Timeline: Week one of Russia’s invasion of Ukraine
Mass displacement, mounting casualties and international sanctions mark first week of Russian assault on Ukraine.
Russia’s invasion of Ukraine is about to enter its second week with no signs of an imminent ceasefire, despite a flood of Western sanctions targeting the Russian economy.
In the days since Russian troops began their offensive last Thursday, the violence has intensified in several major Ukrainian cities, prompting hundreds of thousands of people to flee the country in search of safety.
Ukrainian officials say deaths and injuries are mounting as Russian forces launch renewed attacks and an enormous military convoy edges closer to the capital, Kyiv.
Here, Al Jazeera looks at the days leading up to Russia’s invasion, the international response, and key events that have marked the war so far:
February 21: Russian President Vladimir Putin recognises Luhansk and Donetsk, two separatist regions in eastern Ukraine, as independent states and orders Russian troops to act as “peacekeepers” there.
The US forbids investments in the regions, while Ukrainian President Volodymyr Zelenskyy urges people to remain calm, saying, “We are not afraid of anyone or anything.”
February 22: The Russian parliament authorises Putin to use military force outside the country. US Secretary of State Antony Blinken cancels a meeting with his Russian counterpart Sergey Lavrov.
The US places full blocking sanctions on the Kremlin-controlled VEB bank and PSB bank, with the US Treasury saying the move constrains “Russia’s ability to finance defense-related contracts and raise new funds to finance its campaign against Ukraine”.
Russia is barred from selling sovereign bonds on US money markets, and oligarchs close to Putin have their US-held assets seized. The US also moves military assets from Germany to the Baltic States. “We still believe that Russia is poised to go much further in launching a massive military attack against Ukraine,” US President Joe Biden says.
Germany immediately halts the process of certifying the Nord Stream 2, a Russian-owned pipeline that is meant to pump Russian gas to the country.
February 23: Ukraine declares a nationwide state of emergency.
UN Secretary-General Antonio Guterres tells the General Assembly the world is “facing a moment of peril” over the Ukraine-Russia crisis.
The European Union freezes the assets of 351 Duma (Russia’s lower house of parliament) members, barring them from loans and travel, and calls an emergency summit over the situation. Biden allows sanctions to move ahead against the company that built Nord Stream 2.
February 24: Russia launches a full-scale assault on Ukraine.
Zelenskyy orders a general mobilisation, calling on all Ukrainians who are ready to defend their country to come forward. Biden calls Russia’s invasion a “premeditated attack”.
The US bars five more Russian banks from the US financial system, and freezes four of the five banks’ US-held assets. The fifth institution, Sberbank, Russia’s largest bank, is also barred from the US financial system, but its assets are not frozen.

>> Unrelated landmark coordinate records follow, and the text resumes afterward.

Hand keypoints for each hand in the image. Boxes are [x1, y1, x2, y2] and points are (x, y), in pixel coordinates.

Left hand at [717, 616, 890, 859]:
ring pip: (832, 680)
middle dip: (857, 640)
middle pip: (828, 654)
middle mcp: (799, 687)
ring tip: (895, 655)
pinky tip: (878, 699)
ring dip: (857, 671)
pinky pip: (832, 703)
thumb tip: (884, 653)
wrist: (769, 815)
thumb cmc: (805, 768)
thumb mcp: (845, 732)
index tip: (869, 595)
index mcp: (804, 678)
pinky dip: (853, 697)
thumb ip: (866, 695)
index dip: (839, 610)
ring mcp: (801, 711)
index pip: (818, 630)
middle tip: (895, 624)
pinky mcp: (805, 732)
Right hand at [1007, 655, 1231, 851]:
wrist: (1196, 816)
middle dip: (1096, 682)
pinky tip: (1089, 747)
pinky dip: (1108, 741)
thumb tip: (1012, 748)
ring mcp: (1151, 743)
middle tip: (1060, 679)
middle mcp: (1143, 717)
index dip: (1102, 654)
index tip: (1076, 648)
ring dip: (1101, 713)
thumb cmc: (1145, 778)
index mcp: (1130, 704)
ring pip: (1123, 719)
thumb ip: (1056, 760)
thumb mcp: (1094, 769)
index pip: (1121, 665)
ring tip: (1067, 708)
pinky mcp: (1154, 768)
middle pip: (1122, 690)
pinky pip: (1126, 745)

Trade in the debt and equity of 13 banks and state-owned enterprises is also banned in the US. The US may not export sensitive technologies to Russia in avionics, semiconductors, telecommunications and other areas. Moscow’s stock exchange plummets by an unprecedented 45 percent.
The European Council holds an emergency session to condemn Russia’s “unprovoked and unjustified military aggression”.
February 25: Russian forces press towards the Ukrainian capital, Kyiv, as the United Nations says more than 50,000 people have fled the country since the start of Moscow’s invasion.
The European Union agrees to place Putin and Lavrov on its list of sanctioned individuals. Russia vetoes a UN Security Council resolution demanding it unconditionally withdraw its troops from Ukraine.
February 26: The mayor of Kyiv imposes a curfew in the Ukrainian capital as Russian troops advance towards the city. Poland says about 100,000 people have crossed into the country from Ukraine amid the fighting.
Zelenskyy refuses a US offer to evacuate, saying, “the fight is here.” He also refutes Russian reports that he fled the capital, posting a video of himself with senior cabinet members on the streets of Kyiv, saying they were joining the fight for their country.
The EU says it will take measures to prevent Russia’s central bank from using its estimated $630bn in reserves to finance the war and undermine the impact of sanctions.
February 27: European Commission chief Ursula von der Leyen announces that Russian aircraft will be banned from EU airspace, and Russian state-owned media Russia Today, Sputnik and their subsidiaries are banned from EU airwaves and the internet.
The EU also says it will bar selected Russian banks from the SWIFT interbank transaction system, essentially cutting them off from the global financial system.
Norway’s $1.3-trillion sovereign wealth fund says it will pull out of all 47 of its Russian investments, valued at $2.8bn. Its biggest stake is in Sberbank, which was earlier sanctioned by the US and EU.
Major oil company BP says it will extricate itself from a nearly 20 percent stake in Rosneft, Russia’s state oil giant, due to the country’s military action in Ukraine. The stake is valued at $14bn and accounts for about half of BP’s oil and gas reserves.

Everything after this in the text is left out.